Native plants key to erosion control

Wild spring weather and hungry possums are just some of the challenges faced by a team of ecologists tackling roadside erosion.

During the past six months, the team have been trialling different ways of using plants to cover exposed soil beside roads around Port Hills and Banks Peninsula.

The Whakaraupō Road Cutting Trial, led by Christchurch City Council and Environment Canterbury, and implemented by EOS Ecology, aims to reduce the amount of sediment getting into the harbour by encouraging vegetation to grow and cover the bare ground and slopes beside the roads.

EOS principal scientist Shelley McMurtrie said the team selected six species of native plant based on their ability to cope with the harsh conditions of life by the roadside.

“The clay-rich soils around the harbour are generally low in nutrients and high in sodium, so the plants we’ve chosen need to be hardy and able to fend for themselves, without the need for irrigation or special care,” McMurtrie said.

Trial site underway at Christchurch Adventure Park

The first of potentially three field trial sites is now underway at the Christchurch Adventure Park, a spot chosen for its hilly and windswept terrain, typical of many Banks Peninsula roads.

This project will help improve the hills and lowlands as part of the Whaka-Ora Healthy Harbour plan.

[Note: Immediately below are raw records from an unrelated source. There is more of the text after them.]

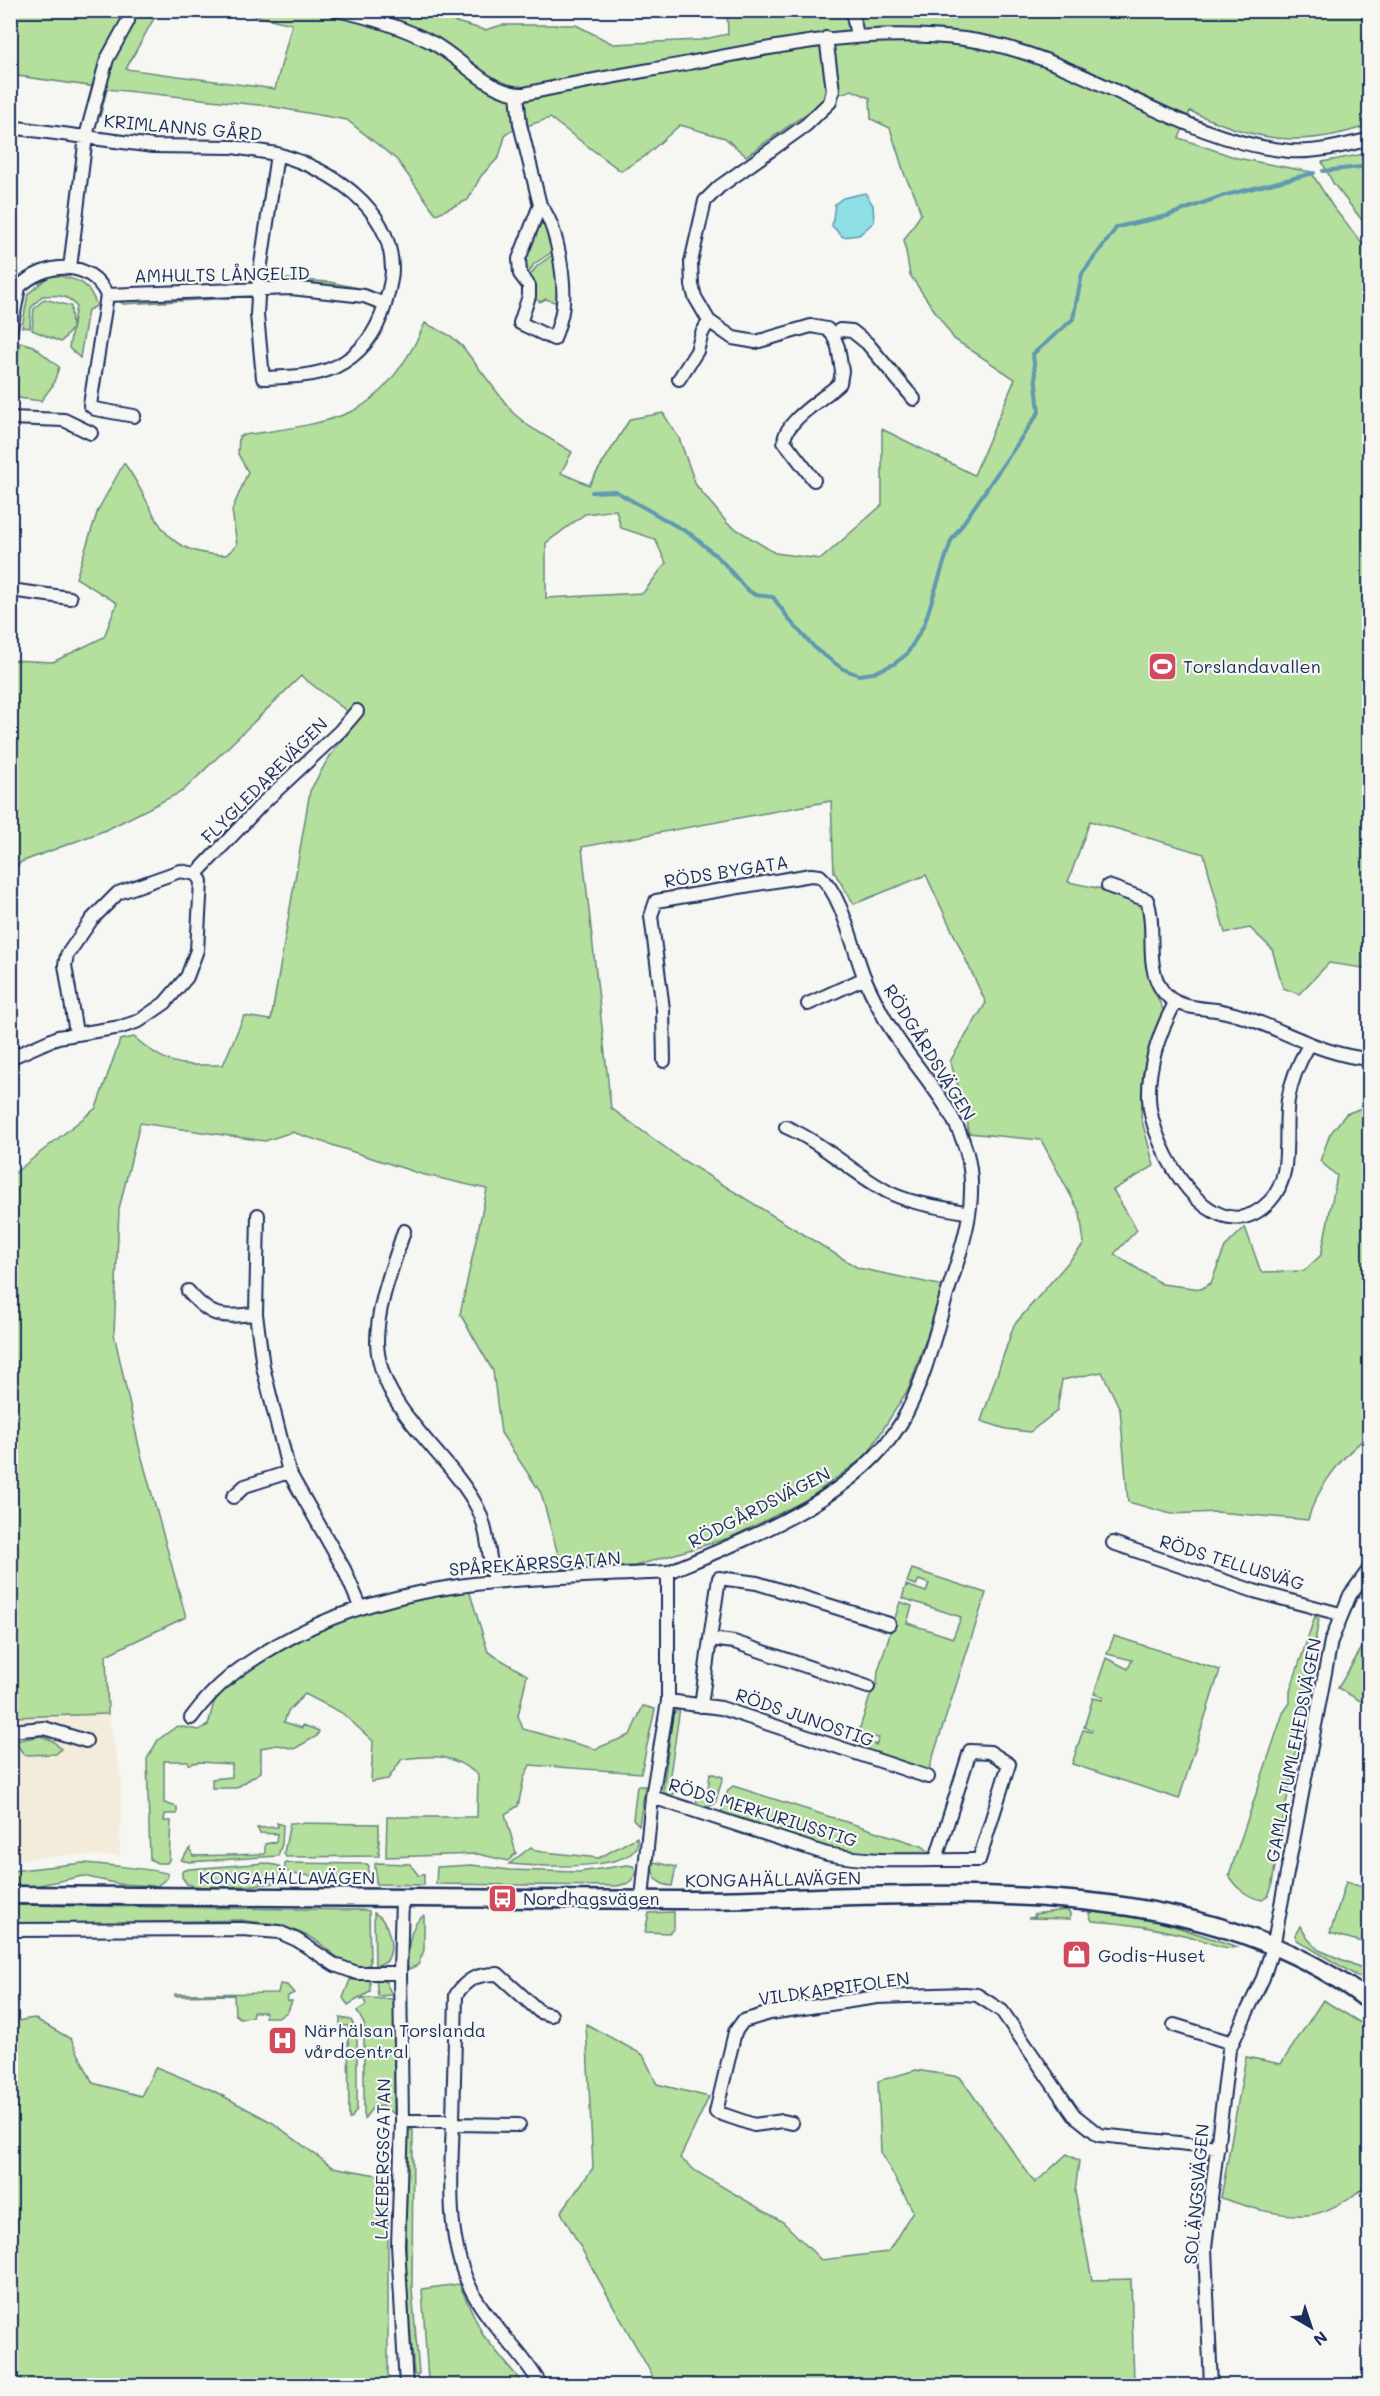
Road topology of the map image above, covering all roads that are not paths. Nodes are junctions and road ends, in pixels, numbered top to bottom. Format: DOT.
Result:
graph roads {
  1 [pos="129,10"];
  2 [pos="336,10"];
  3 [pos="852,10"];
  4 [pos="856,36"];
  5 [pos="826,38"];
  6 [pos="517,94"];
  7 [pos="10,127"];
  8 [pos="86,136"];
  9 [pos="1370,139"];
  10 [pos="277,154"];
  11 [pos="540,205"];
  12 [pos="70,268"];
  13 [pos="259,283"];
  14 [pos="15,286"];
  15 [pos="106,295"];
  16 [pos="387,298"];
  17 [pos="709,321"];
  18 [pos="10,334"];
  19 [pos="833,335"];
  20 [pos="679,379"];
  21 [pos="914,399"];
  22 [pos="134,416"];
  23 [pos="10,418"];
  24 [pos="91,433"];
  25 [pos="814,480"];
  26 [pos="10,590"];
  27 [pos="70,598"];
  28 [pos="357,711"];
  29 [pos="196,874"];
  30 [pos="820,876"];
  31 [pos="1108,886"];
  32 [pos="865,978"];
  33 [pos="1175,1003"];
  34 [pos="808,1004"];
  35 [pos="76,1033"];
  36 [pos="1309,1045"];
  37 [pos="10,1058"];
  38 [pos="1370,1059"];
  39 [pos="664,1061"];
  40 [pos="786,1127"];
  41 [pos="969,1213"];
  42 [pos="258,1215"];
  43 [pos="404,1231"];
  44 [pos="188,1291"];
  45 [pos="256,1314"];
  46 [pos="289,1472"];
  47 [pos="233,1497"];
  48 [pos="1113,1543"];
  49 [pos="1370,1568"];
  50 [pos="668,1572"];
  51 [pos="494,1581"];
  52 [pos="360,1606"];
  53 [pos="1340,1614"];
  54 [pos="889,1624"];
  55 [pos="710,1639"];
  56 [pos="868,1687"];
  57 [pos="668,1701"];
  58 [pos="701,1706"];
  59 [pos="191,1718"];
  60 [pos="10,1731"];
  61 [pos="86,1742"];
  62 [pos="928,1777"];
  63 [pos="652,1797"];
  64 [pos="936,1859"];
  65 [pos="10,1895"];
  66 [pos="402,1898"];
  67 [pos="642,1899"];
  68 [pos="10,1930"];
  69 [pos="1273,1947"];
  70 [pos="400,1973"];
  71 [pos="1370,2002"];
  72 [pos="551,2015"];
  73 [pos="1174,2025"];
  74 [pos="1232,2043"];
  75 [pos="402,2121"];
  76 [pos="453,2123"];
  77 [pos="792,2123"];
  78 [pos="519,2125"];
  79 [pos="1218,2147"];
  80 [pos="406,2385"];
  81 [pos="541,2385"];
  82 [pos="1211,2385"];
  1 -- 8 [label="street"];
  2 -- 6 [label="street"];
  3 -- 4 [label="street"];
  4 -- 5 [label="street"];
  4 -- 9 [label="street"];
  5 -- 6 [label="street"];
  5 -- 17 [label="street"];
  6 -- 11 [label="street"];
  7 -- 8 [label="street, KRIMLANNS GÅRD"];
  8 -- 10 [label="street, KRIMLANNS GÅRD"];
  8 -- 12 [label="street"];
  10 -- 13 [label="street"];
  10 -- 16 [label="street, KRIMLANNS GÅRD"];
  11 -- 11 [label="street"];
  12 -- 14 [label="street"];
  12 -- 15 [label="street"];
  13 -- 15 [label="street, AMHULTS LÅNGELID"];
  13 -- 16 [label="street, AMHULTS LÅNGELID"];
  13 -- 16 [label="street, KRIMLANNS GÅRD"];
  14 -- 18 [label="street"];
  15 -- 22 [label="street"];
  17 -- 19 [label="street"];
  17 -- 20 [label="street"];
  19 -- 21 [label="street"];
  19 -- 25 [label="street"];
  23 -- 24 [label="street"];
  26 -- 27 [label="street"];
  28 -- 29 [label="street, FLYGLEDAREVÄGEN"];
  29 -- 35 [label="street"];
  29 -- 35 [label="street"];
  30 -- 32 [label="street, RÖDGÅRDSVÄGEN"];
  30 -- 39 [label="street, RÖDS BYGATA"];
  31 -- 33 [label="street"];
  32 -- 34 [label="street, RÖDGÅRDSVÄGEN"];
  32 -- 41 [label="street, RÖDGÅRDSVÄGEN"];
  33 -- 36 [label="street"];
  33 -- 36 [label="street"];
  35 -- 37 [label="street"];
  36 -- 38 [label="street"];
  40 -- 41 [label="street"];
  41 -- 50 [label="street, RÖDGÅRDSVÄGEN"];
  42 -- 45 [label="street"];
  43 -- 51 [label="street"];
  44 -- 45 [label="street"];
  45 -- 46 [label="street"];
  46 -- 47 [label="street"];
  46 -- 52 [label="street"];
  48 -- 53 [label="street, RÖDS TELLUSVÄG"];
  49 -- 53 [label="street, GAMLA TUMLEHEDSVÄGEN"];
  50 -- 51 [label="street, SPÅREKÄRRSGATAN"];
  50 -- 57 [label="street"];
  51 -- 52 [label="street, SPÅREKÄRRSGATAN"];
  52 -- 59 [label="street, SPÅREKÄRRSGATAN"];
  53 -- 69 [label="street, GAMLA TUMLEHEDSVÄGEN"];
  54 -- 55 [label="street"];
  55 -- 56 [label="street"];
  55 -- 58 [label="street"];
  57 -- 58 [label="street, RÖDS JUNOSTIG"];
  57 -- 63 [label="street"];
  58 -- 62 [label="street, RÖDS JUNOSTIG"];
  60 -- 61 [label="street"];
  63 -- 64 [label="street, RÖDS MERKURIUSSTIG"];
  63 -- 67 [label="street"];
  64 -- 64 [label="street, RÖDS MERKURIUSSTIG"];
  65 -- 66 [label="street, KONGAHÄLLAVÄGEN"];
  66 -- 67 [label="street, KONGAHÄLLAVÄGEN"];
  66 -- 70 [label="street, LÅKEBERGSGATAN"];
  67 -- 69 [label="street, KONGAHÄLLAVÄGEN"];
  68 -- 70 [label="street"];
  69 -- 71 [label="street, KONGAHÄLLAVÄGEN"];
  69 -- 74 [label="street, SOLÄNGSVÄGEN"];
  70 -- 75 [label="street, LÅKEBERGSGATAN"];
  72 -- 76 [label="street"];
  73 -- 74 [label="street"];
  74 -- 79 [label="street, SOLÄNGSVÄGEN"];
  75 -- 76 [label="street"];
  75 -- 80 [label="street, LÅKEBERGSGATAN"];
  76 -- 78 [label="street"];
  76 -- 81 [label="street"];
  77 -- 79 [label="street, VILDKAPRIFOLEN"];
  79 -- 82 [label="street, SOLÄNGSVÄGEN"];
}
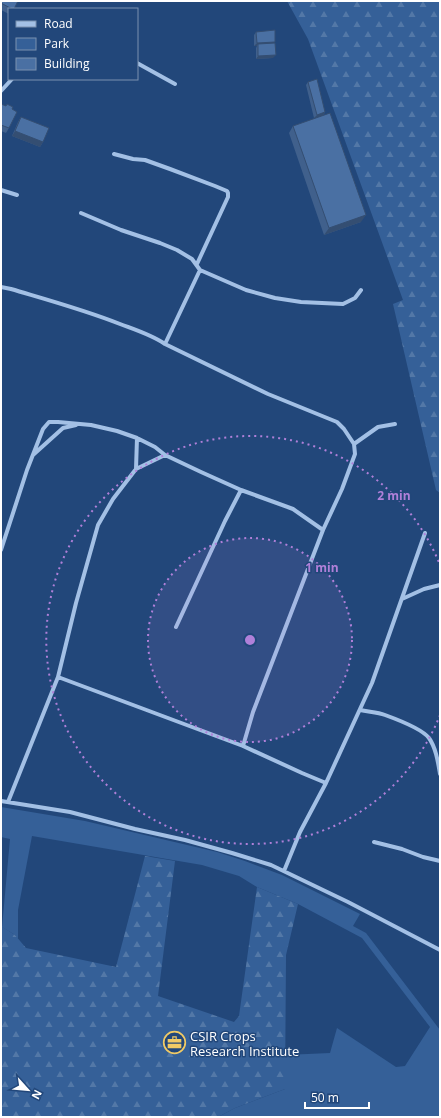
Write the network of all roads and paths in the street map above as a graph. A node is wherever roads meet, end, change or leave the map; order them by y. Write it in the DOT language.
graph roads {
  1 [pos="138,64"];
  2 [pos="11,80"];
  3 [pos="175,84"];
  4 [pos="1,90"];
  5 [pos="114,154"];
  6 [pos="1,190"];
  7 [pos="17,196"];
  8 [pos="81,213"];
  9 [pos="197,264"];
  10 [pos="200,270"];
  11 [pos="1,287"];
  12 [pos="361,290"];
  13 [pos="165,344"];
  14 [pos="80,424"];
  15 [pos="395,424"];
  16 [pos="137,438"];
  17 [pos="354,444"];
  18 [pos="165,454"];
  19 [pos="33,455"];
  20 [pos="136,469"];
  21 [pos="241,490"];
  22 [pos="323,530"];
  23 [pos="425,533"];
  24 [pos="1,550"];
  25 [pos="440,585"];
  26 [pos="402,598"];
  27 [pos="176,627"];
  28 [pos="58,677"];
  29 [pos="360,710"];
  30 [pos="243,746"];
  31 [pos="440,774"];
  32 [pos="326,783"];
  33 [pos="1,801"];
  34 [pos="8,802"];
  35 [pos="374,842"];
  36 [pos="440,861"];
  37 [pos="284,870"];
  38 [pos="440,950"];
  1 -- 3 [label="street"];
  2 -- 4 [label="street"];
  5 -- 9 [label="street"];
  6 -- 7 [label="street"];
  8 -- 9 [label="street"];
  9 -- 10 [label="street"];
  10 -- 12 [label="street"];
  10 -- 13 [label="street"];
  11 -- 13 [label="street"];
  13 -- 17 [label="street"];
  14 -- 16 [label="street"];
  14 -- 19 [label="street"];
  14 -- 19 [label="street"];
  15 -- 17 [label="street"];
  16 -- 18 [label="street"];
  16 -- 20 [label="street"];
  17 -- 22 [label="street"];
  18 -- 20 [label="street"];
  18 -- 21 [label="street"];
  19 -- 24 [label="street"];
  20 -- 28 [label="street"];
  21 -- 22 [label="street"];
  21 -- 27 [label="street"];
  22 -- 30 [label="street"];
  23 -- 26 [label="street"];
  25 -- 26 [label="street"];
  26 -- 29 [label="street"];
  28 -- 30 [label="street"];
  28 -- 34 [label="street"];
  29 -- 31 [label="street"];
  29 -- 32 [label="street"];
  30 -- 32 [label="street"];
  32 -- 37 [label="street"];
  33 -- 34 [label="street"];
  34 -- 37 [label="street"];
  35 -- 36 [label="street"];
  37 -- 38 [label="street"];
}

The team have prepared a 50m horizontal section with a combination of erosion control products and suitable plants, including the New Zealand ice plant, pig fern, bracken fern, cutty grass, Banks Peninsula fescue, and silver tussock.

Plot monitoring of the Cut Slope Soil Erosion Trial in the Christchurch Adventure Park.
Extensive research has gone into looking at the best available plant options to help fight roadside erosion.

Ecologists are now monitoring the progress of the plants to identify which species prove the most enthusiastic to take root and spread across the cut slopes of exposed soil.

While it’s still too early to say what product and plant combinations are proving to be the most successful, Ms McMurtrie said the team had identified that the park’s possum population are particularly partial to the native ice plants.

“Our wildlife cameras caught these hungry critters red-handed, returning night after night to eat any new piece of growth,” she said.

“This resulted in a successful trapping programme, however we’re sad to say the ice plants didn’t make it this time.”

Christchurch City Council principal advisor Peter Kingsbury said the trial results would provide the Council with valuable information on how to better manage roadside cuttings, both at the road design stage and during routine maintenance. 

“A spin-off of the study is that the results will be publicly available, so private landowners with cut-banks will be able to do their bit to reduce soil erosion,” Kingsbury said.

About the trial

  • The Whakaraupō Roadside Cutting Trial is part of the Whaka-Ora Healthy Harbour Plan to restore the cultural and ecological health of Lyttelton Harbour.
  • The trial will run until 2021 and will be expanded to two other sites around Banks Peninsula over the next two years.
  • The project is a collaboration between Christchurch City Council and Environment Canterbury with technical input from EOS Ecology and Landcare Research.